The fortress was never under direct siege. During the Austro-Prussian War, on 28 July 1866, part of the garrison attacked and destroyed an important railway bridge near Neratovice (rail line Turnov – Kralupy nad Vltavou) that was shortly before repaired by the Prussians. This attack occurred two days after Austria and Prussia had agreed to make peace, but the Theresienstadt garrison was ignorant of the news.

During the second half of the 19th century, the fortress was also used as a prison. During World War I, the fortress was used as a political prison camp. Many thousand supporters of Russia (Ukrainian Russophiles from Galicia and Bukovina) were placed by Austro-Hungarian authorities in the fortress. Gavrilo Princip, who assassinated Franz Ferdinand, Archduke of Austria and his wife, died there of tuberculosis in 1918.

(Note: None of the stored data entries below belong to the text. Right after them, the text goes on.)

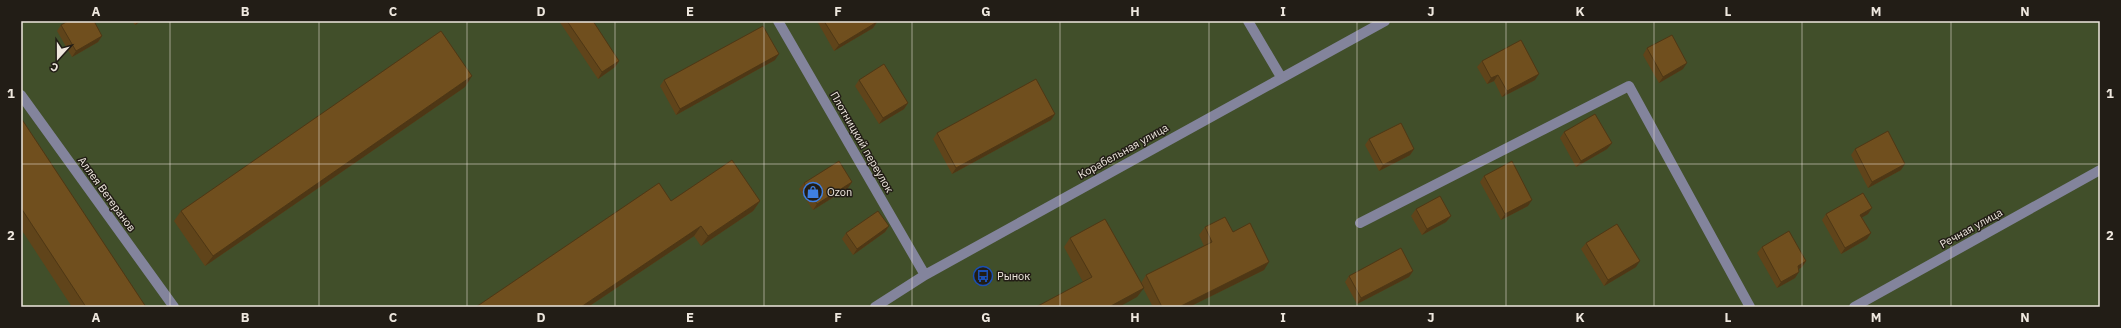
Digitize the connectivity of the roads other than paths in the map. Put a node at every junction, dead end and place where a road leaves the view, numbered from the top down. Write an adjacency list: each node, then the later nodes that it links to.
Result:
1 (778, 21): 8 (street, Плотницкий переулок)
2 (1248, 21): 4 (street)
3 (1385, 21): 4 (street, Корабельная улица)
4 (1281, 78): 8 (street, Корабельная улица)
5 (21, 95): 9 (street, Аллея Ветеранов)
6 (2100, 170): 12 (street, Речная улица)
7 (1360, 223): 11 (street)
8 (925, 275): 10 (street, Корабельная улица)
9 (174, 307)
10 (875, 307)
11 (1750, 307)
12 (1854, 307)

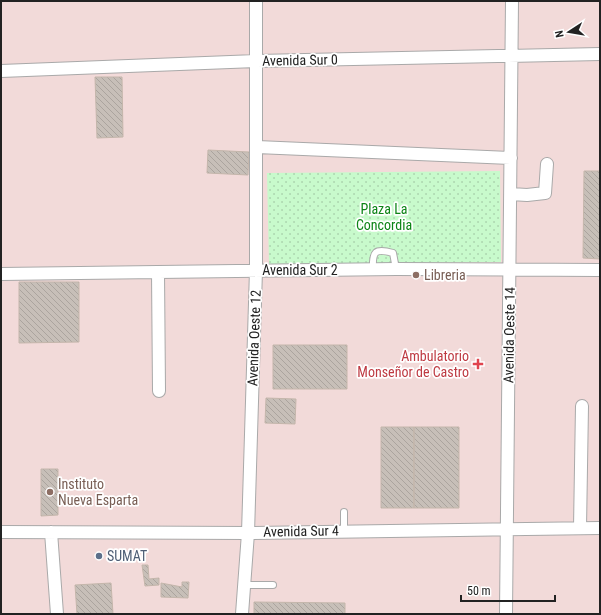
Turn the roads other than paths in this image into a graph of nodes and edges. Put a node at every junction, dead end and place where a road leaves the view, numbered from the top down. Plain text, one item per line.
1 (256, 1) edge
2 (512, 1) edge
3 (600, 54) edge
4 (511, 55) junction
5 (257, 61) junction
6 (1, 71) edge
7 (257, 148) junction
8 (511, 158) junction
9 (547, 164) dead end
10 (511, 194) junction
11 (396, 269) junction
12 (510, 269) junction
13 (256, 270) junction
14 (372, 270) junction
15 (600, 270) edge
16 (158, 272) junction
17 (1, 274) edge
18 (160, 391) dead end
19 (582, 406) dead end
20 (344, 512) dead end
21 (506, 528) junction
22 (580, 528) junction
23 (600, 528) edge
24 (344, 530) junction
25 (1, 532) edge
26 (51, 532) junction
27 (248, 533) junction
28 (244, 585) junction
29 (274, 585) dead end
30 (57, 614) edge
31 (242, 614) edge
32 (506, 614) edge

1 - 5 street, Avenida Oeste 12
2 - 4 street, Avenida Oeste 14
3 - 4 street, Avenida Sur 0
4 - 5 street, Avenida Sur 0
4 - 8 street, Avenida Oeste 14
5 - 6 street, Avenida Sur 0
5 - 7 street, Avenida Oeste 12
7 - 8 street
7 - 13 street, Avenida Oeste 12
8 - 10 street, Avenida Oeste 14
9 - 10 street
10 - 12 street, Avenida Oeste 14
11 - 12 street, Avenida Sur 2
11 - 14 street, Avenida Sur 2
11 - 14 lane
12 - 15 street, Avenida Sur 2
12 - 21 street, Avenida Oeste 14
13 - 14 street, Avenida Sur 2
13 - 16 street, Avenida Sur 2
13 - 27 street, Avenida Oeste 12
16 - 17 street, Avenida Sur 2
16 - 18 street
19 - 22 street
20 - 24 lane
21 - 22 street, Avenida Sur 4
21 - 24 street, Avenida Sur 4
21 - 32 street, Avenida Oeste 14
22 - 23 street, Avenida Sur 4
24 - 27 street, Avenida Sur 4
25 - 26 street, Avenida Sur 4
26 - 27 street, Avenida Sur 4
26 - 30 street
27 - 28 street, Avenida Oeste 12
28 - 29 lane
28 - 31 street, Avenida Oeste 12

With the collapse of the Austro-Hungarian Empire in 1918, the town became part of the newly formed state of Czechoslovakia. It was located in an area with a high proportion of ethnic Germans in the population, known as the Sudetenland. Nazi Germany used this population of ethnic Germans as a rationale for expansion of the borders of the Fatherland. In 1938, it annexed the Sudetenland. It then followed in 1939 by occupying the rest of Bohemia, and the Moravia part of Czechoslovakia.

World War II

After the Munich Agreement in September 1938 and following the occupation of the Czech lands in March 1939, with the existing prisons gradually filled up as a result of the Nazi terror, the Prague Gestapo Police prison was set up in the Small Fortress (see History) in 1940. The first inmates arrived on 14 June 1940. By the end of the war 32,000 prisoners of whom 5,000 were women passed through the Small Fortress. These were primarily Czechs, later other nationals, for instance citizens of the former Soviet Union, Poles, Germans, and Yugoslavs. Most of the prisoners were arrested for various acts of resistance to the Nazi regime; among them were the family members and supporters of the assassins of Reinhard Heydrich. Many prisoners were later sent to concentration camps such as Mauthausen.  The Jewish Ghetto was created in 1941.

By 1940, Germany assigned the Gestapo to adapt Terezín, better known by the German name Theresienstadt, as a ghetto and concentration camp. Considerable work was done in the next two years to adapt the complex for the dense overcrowding that inmates would be subjected to. It held primarily Jews from Czechoslovakia, as well as tens of thousands of Jews deported chiefly from Germany and Austria, as well as hundreds from the Netherlands and Denmark. More than 150,000 Jews were sent there, including 15,000 children.

Although it was not an extermination camp, about 33,000 died in the ghetto. This was mostly due to the appalling conditions arising out of extreme population density, malnutrition and disease. About 88,000 inhabitants were deported to Auschwitz and the other extermination camps. As late as the end of 1944, the Germans were still deporting Jews to the death camps. At the end of the war, there were 17,247 survivors of Theresienstadt (including some who had survived the death camps).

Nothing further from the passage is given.